Hello all! I have officially 4 days left at work until my staycation so it’s getting real around here 🙂
I’ve noticed a lot of new readers and subscribers lately and I just wanted to thank you all for checking out my little corner of the internet and taking the time out of your day to engage with me. Whether you comment or not, I really appreciate everyone who takes the time to read my blog.
With that being said, I realize I never told you guys the actual story behind my student loan debt. I just mentioned that I took out loans to get through college which is true, but that’s the short version. I find that with debt we seem to beat ourselves up about how much we owe and neglect to notice how much we don’t owe. For example, that last minute school change or that semester you took off could have saved you a couple thousand dollars off your student loan balance easily.
The truth is, I could’ve and would’ve taken out way more than $20,000if it wasn’t for the man I never knew who helped me make a life changing decision.
Senior Year of High School
Senior year was exciting. Prom was coming up, and I planned on starting college in the fall. I was such a good student that I had enough credits to graduate early in January so I was excited about getting extended time off after 12+ years of going to school each year.
I already knew what college I wanted to go to and I had everything planned out in my head (at least I thought). Even though it seemed like I had it all together, I was nowhere near being the perfect teen. Sometimes I argued with my mom and didn’t listen to my parents. Sometimes I had the audacity to think I knew better than them. You know, normal teen stuff.
I was the 2nd oldest of five children and knowing that my parents hadn’t saved anything to help fund my college education, I knew I would have to rely on financial aid. That’s why I had my heart set on a state university not too far away. My mom supported me attending an affordable state school and we arranged to attend an open house in the spring.
When we got there, we watched a little welcome orientation program about the school and all its glory, then we went to the main event that seemed like some sort of informational fair. We stopped at the first table to talk to a man and after I introduced myself and the area of study I was interested in majoring in, he said something to my mom and I that shocked the heck out of me.
“You don’t need to go here in the fall. Go to community college first and then come back here in two years.”
After an awkward silence my mom agreed with this stranger and told us we should head back home.
I Was Pissed
I had organized the visit carefully and we came all that way just to have a random stranger tell me what he thought I should do with my life, and my mom had the nerve to side with him as if his word was the law. Who the hell did he think he was?!?!
I didn’t understand how hanging out at community college for a few years was going to help. I knew exactly what I wanted to study, found a nice affordable state school, and just couldn’t wrap my head around how it still seemed too expensive for me to attend somehow.

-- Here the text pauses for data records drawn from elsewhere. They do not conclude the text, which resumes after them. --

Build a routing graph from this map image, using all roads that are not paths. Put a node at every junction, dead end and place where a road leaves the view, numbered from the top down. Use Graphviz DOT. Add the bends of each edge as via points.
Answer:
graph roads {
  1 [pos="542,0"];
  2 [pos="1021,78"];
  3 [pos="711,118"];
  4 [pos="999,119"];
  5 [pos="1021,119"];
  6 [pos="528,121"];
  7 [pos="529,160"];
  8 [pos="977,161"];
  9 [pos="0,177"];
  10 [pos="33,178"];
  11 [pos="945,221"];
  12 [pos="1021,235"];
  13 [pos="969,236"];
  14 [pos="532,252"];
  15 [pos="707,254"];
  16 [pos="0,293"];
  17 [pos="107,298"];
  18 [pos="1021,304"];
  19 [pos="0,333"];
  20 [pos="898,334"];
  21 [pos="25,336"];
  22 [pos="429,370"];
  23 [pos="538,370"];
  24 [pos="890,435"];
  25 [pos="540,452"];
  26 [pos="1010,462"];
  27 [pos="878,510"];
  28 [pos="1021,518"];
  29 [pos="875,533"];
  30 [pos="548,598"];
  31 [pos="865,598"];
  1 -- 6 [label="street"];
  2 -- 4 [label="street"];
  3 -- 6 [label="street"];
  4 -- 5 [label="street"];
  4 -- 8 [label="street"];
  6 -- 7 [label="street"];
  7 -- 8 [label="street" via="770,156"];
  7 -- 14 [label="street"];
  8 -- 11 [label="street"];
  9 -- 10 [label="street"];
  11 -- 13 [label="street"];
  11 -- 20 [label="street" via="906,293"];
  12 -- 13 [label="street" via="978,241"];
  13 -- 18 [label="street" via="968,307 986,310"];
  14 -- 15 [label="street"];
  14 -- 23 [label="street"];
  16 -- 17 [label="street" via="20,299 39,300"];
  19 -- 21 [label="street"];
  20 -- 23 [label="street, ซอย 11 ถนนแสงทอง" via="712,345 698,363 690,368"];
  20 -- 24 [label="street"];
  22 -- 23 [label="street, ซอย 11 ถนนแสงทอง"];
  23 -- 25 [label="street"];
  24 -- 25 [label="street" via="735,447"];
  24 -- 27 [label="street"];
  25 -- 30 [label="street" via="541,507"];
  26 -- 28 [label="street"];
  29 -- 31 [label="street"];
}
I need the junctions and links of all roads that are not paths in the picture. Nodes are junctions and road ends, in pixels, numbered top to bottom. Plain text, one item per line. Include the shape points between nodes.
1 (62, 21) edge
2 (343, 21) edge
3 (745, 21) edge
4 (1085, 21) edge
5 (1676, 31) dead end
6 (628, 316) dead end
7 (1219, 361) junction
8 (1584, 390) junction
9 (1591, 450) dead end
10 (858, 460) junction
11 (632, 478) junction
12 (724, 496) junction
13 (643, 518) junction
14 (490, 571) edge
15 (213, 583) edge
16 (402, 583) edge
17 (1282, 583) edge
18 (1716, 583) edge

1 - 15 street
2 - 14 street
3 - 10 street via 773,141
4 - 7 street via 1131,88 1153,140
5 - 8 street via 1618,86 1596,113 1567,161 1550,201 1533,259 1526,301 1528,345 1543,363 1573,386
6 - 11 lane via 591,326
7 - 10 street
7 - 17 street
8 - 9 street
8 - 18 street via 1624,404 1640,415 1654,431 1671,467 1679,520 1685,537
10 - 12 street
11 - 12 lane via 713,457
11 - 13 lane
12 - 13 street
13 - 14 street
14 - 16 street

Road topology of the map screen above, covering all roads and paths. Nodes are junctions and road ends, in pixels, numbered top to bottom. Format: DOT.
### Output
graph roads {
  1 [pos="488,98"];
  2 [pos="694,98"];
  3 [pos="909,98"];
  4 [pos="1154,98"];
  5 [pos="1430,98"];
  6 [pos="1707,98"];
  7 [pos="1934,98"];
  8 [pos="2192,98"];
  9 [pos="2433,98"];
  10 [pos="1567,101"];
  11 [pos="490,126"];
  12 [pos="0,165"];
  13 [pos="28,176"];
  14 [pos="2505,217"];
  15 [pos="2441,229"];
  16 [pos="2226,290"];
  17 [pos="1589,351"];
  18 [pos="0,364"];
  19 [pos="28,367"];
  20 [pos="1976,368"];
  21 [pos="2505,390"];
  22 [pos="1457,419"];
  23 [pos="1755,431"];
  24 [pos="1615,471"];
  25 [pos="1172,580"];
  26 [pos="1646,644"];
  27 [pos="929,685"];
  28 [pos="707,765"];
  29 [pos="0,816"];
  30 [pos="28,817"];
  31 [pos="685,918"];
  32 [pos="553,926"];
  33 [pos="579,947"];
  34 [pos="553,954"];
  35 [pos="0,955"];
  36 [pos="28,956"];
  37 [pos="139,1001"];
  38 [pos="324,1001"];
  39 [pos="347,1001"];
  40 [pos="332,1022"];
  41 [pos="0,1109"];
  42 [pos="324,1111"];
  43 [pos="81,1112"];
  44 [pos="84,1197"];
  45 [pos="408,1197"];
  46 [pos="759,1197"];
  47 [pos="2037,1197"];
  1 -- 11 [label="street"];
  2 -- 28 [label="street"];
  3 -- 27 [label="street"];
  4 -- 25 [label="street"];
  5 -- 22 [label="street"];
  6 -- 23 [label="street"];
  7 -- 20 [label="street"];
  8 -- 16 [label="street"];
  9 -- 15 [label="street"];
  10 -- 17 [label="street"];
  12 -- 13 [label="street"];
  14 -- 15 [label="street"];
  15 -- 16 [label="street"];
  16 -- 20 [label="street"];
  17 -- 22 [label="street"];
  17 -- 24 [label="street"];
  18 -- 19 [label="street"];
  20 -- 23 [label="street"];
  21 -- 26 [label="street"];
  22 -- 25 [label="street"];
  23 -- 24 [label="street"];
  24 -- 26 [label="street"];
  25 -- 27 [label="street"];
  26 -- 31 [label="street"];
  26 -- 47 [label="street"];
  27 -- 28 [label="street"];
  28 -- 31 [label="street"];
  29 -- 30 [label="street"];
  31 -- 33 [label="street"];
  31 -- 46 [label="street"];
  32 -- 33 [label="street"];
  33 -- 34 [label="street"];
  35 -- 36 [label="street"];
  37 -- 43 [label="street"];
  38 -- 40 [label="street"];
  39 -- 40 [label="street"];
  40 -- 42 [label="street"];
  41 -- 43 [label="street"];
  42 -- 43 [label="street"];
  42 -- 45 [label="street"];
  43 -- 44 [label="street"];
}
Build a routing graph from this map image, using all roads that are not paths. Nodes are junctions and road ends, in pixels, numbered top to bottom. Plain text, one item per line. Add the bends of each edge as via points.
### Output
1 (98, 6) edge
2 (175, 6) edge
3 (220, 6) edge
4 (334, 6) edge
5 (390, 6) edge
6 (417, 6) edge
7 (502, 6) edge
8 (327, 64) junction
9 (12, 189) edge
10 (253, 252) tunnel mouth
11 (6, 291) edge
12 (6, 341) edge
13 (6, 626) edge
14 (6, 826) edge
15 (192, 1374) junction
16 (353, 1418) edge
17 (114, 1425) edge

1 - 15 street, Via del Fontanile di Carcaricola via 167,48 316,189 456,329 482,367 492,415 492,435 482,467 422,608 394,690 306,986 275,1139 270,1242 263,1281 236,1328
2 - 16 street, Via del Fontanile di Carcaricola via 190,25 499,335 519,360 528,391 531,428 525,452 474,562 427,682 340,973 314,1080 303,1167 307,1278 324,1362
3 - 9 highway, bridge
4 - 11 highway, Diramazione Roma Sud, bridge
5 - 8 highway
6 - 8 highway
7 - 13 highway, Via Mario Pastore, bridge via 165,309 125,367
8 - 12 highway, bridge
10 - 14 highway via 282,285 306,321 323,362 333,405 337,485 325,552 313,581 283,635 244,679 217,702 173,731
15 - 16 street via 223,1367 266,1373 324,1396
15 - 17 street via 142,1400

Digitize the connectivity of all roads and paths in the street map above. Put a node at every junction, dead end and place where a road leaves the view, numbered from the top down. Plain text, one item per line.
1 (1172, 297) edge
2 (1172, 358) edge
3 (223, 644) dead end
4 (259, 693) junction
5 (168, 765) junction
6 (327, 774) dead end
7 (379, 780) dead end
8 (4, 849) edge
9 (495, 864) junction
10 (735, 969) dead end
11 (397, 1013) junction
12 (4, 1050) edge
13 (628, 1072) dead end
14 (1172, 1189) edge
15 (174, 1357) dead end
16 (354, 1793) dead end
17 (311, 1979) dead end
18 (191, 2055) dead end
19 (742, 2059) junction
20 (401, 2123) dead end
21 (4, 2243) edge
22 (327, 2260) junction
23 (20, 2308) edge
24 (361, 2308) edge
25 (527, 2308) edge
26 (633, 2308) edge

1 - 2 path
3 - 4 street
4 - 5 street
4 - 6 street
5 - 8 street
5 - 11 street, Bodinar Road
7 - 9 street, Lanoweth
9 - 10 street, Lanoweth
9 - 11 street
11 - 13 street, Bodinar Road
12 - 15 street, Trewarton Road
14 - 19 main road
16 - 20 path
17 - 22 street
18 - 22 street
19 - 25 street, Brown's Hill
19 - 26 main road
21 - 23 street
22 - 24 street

Looking back, I didn’t understand a lot of things about college. I didn’t know that the ‘estimated tuition’ on the university’s website that I was basing my educational expenses off was just that, an estimate. I didn’t factor in the cost of housing, books and materials, extra fees, and how the tuition increased each year. Since I sucked at standardized tests and didn’t score so well on my ACT, I didn’t realize how much taking useless remedial math courses in order to get to college level math would cost me. There were a ton of hidden expenses associated with college that I knew nothing about at 18 and who could blame me?
I Ended Up Listening to the Random Guy
Whether I consciously obeyed his advice or not (my guess is not), I went to community college for two years and took all my general education courses there. I graduated with an Associate’s Degree in Communications and transferred to the school I initially intended to attend.
As a transfer and a junior, I was more aware about the costs associated with college and how student loans worked. I still took out loans to get by, but it was not nearly enough as it would have been had I gone to that university freshman year.
Some of my peers took out $40,000-$50,000 in loans easily upon graduation after four years at that school. I was happy I didn’t go that route, and I still ended up getting a wonderful college experience as a transfer. I personally don’t think having a good time in college and meeting friends is worth several thousands of dollars.
I also realized that ‘gen-eds’ were a perfect area to cut college expenses because everyone took them and it didn’t really matter where you took them; they all transferred 99.9% of the time. I was also happy to expose the myth that every employer cares about where you went to college. My current employer never asked to see my degree and just took my word for it.
After I pay off my current debt, I can pursue my other goals and if I ever choose to go back to school for an MBA I’ll organize a plan to pay for it without loans. I’m grateful for my debt and what being in debt has taught me, but I’m also grateful for the debt I didn’t accumulate because it’s changed my life. And I don’t want to give my stubborn teenage self all the credit for my decisions that got me to this point so I’m grateful to the random but very blunt man who gave it to me straight when I wasn’t trying to hear it from anyone else.
Has a stranger ever given you some life-changing advice that started to hit home with you? If you have debt, are you grateful for the amount you don’t owe?